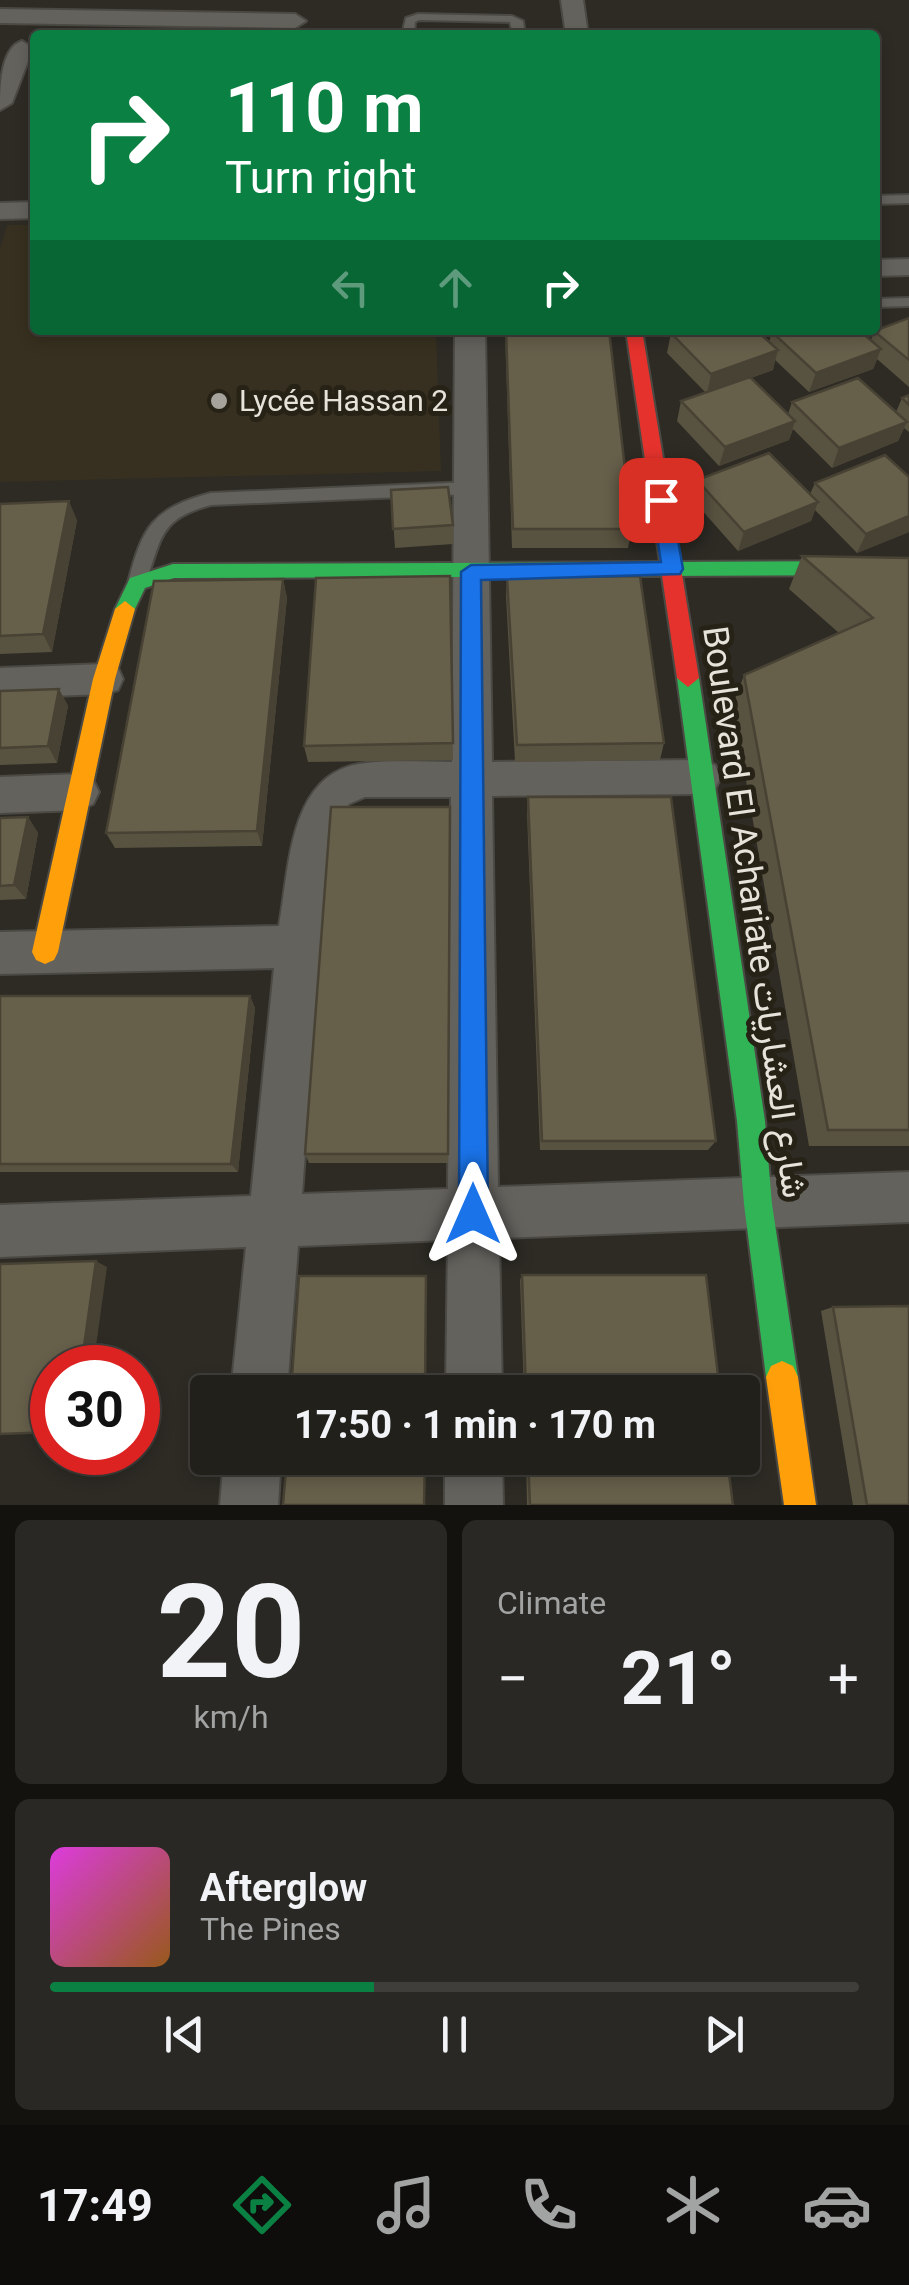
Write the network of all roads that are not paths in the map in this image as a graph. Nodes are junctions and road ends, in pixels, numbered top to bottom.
1 (12, 0) edge
2 (572, 0) edge
3 (0, 14) edge
4 (296, 19) edge
5 (409, 30) edge
6 (518, 30) edge
7 (576, 30) edge
8 (19, 48) edge
9 (30, 81) edge
10 (3, 88) edge
11 (909, 199) edge
12 (880, 200) edge
13 (30, 210) edge
14 (0, 211) edge
15 (880, 268) edge
16 (909, 268) edge
17 (909, 302) edge
18 (880, 303) edge
19 (470, 335) edge
20 (635, 335) edge
21 (470, 488) junction
22 (909, 568) edge
23 (673, 569) junction
24 (471, 572) junction
25 (138, 583) junction
26 (104, 678) junction
27 (0, 682) edge
28 (701, 777) junction
29 (471, 779) junction
30 (79, 792) junction
31 (0, 795) edge
32 (298, 947) junction
33 (46, 952) junction
34 (0, 953) edge
35 (909, 1197) edge
36 (758, 1204) junction
37 (473, 1214) junction
38 (274, 1222) junction
39 (0, 1231) edge
40 (260, 1375) edge
41 (474, 1375) edge
42 (252, 1475) edge
43 (474, 1475) edge
44 (249, 1505) edge
45 (474, 1505) edge
46 (800, 1505) edge

1 - 3 street
2 - 7 street
3 - 4 street
5 - 6 lane
8 - 10 street
9 - 10 street
11 - 12 lane
13 - 14 street
15 - 16 street
17 - 18 lane
19 - 21 street
20 - 23 street, Boulevard El Achariate شارع العشاريات
21 - 24 street
21 - 25 lane
22 - 23 street
23 - 24 street
23 - 28 street, Boulevard El Achariate شارع العشاريات
24 - 25 street
24 - 29 street
25 - 26 street
26 - 27 street
26 - 30 street
28 - 29 street
28 - 36 street, Boulevard El Achariate شارع العشاريات
29 - 32 street
29 - 37 street
30 - 31 street
30 - 33 street
32 - 33 street
32 - 38 street
33 - 34 street
35 - 36 street
36 - 37 street
36 - 46 street, Boulevard El Achariate شارع العشاريات
37 - 38 street
37 - 41 street
38 - 39 street
38 - 40 street
42 - 44 street
43 - 45 street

--------

— PROBLEM TO WORK ON —
Within the entries above, find each line where "شارع" appears; copy every one.

— OUTPUT FOR THIS EXERCISE —
20 - 23 street, Boulevard El Achariate شارع العشاريات
23 - 28 street, Boulevard El Achariate شارع العشاريات
28 - 36 street, Boulevard El Achariate شارع العشاريات
36 - 46 street, Boulevard El Achariate شارع العشاريات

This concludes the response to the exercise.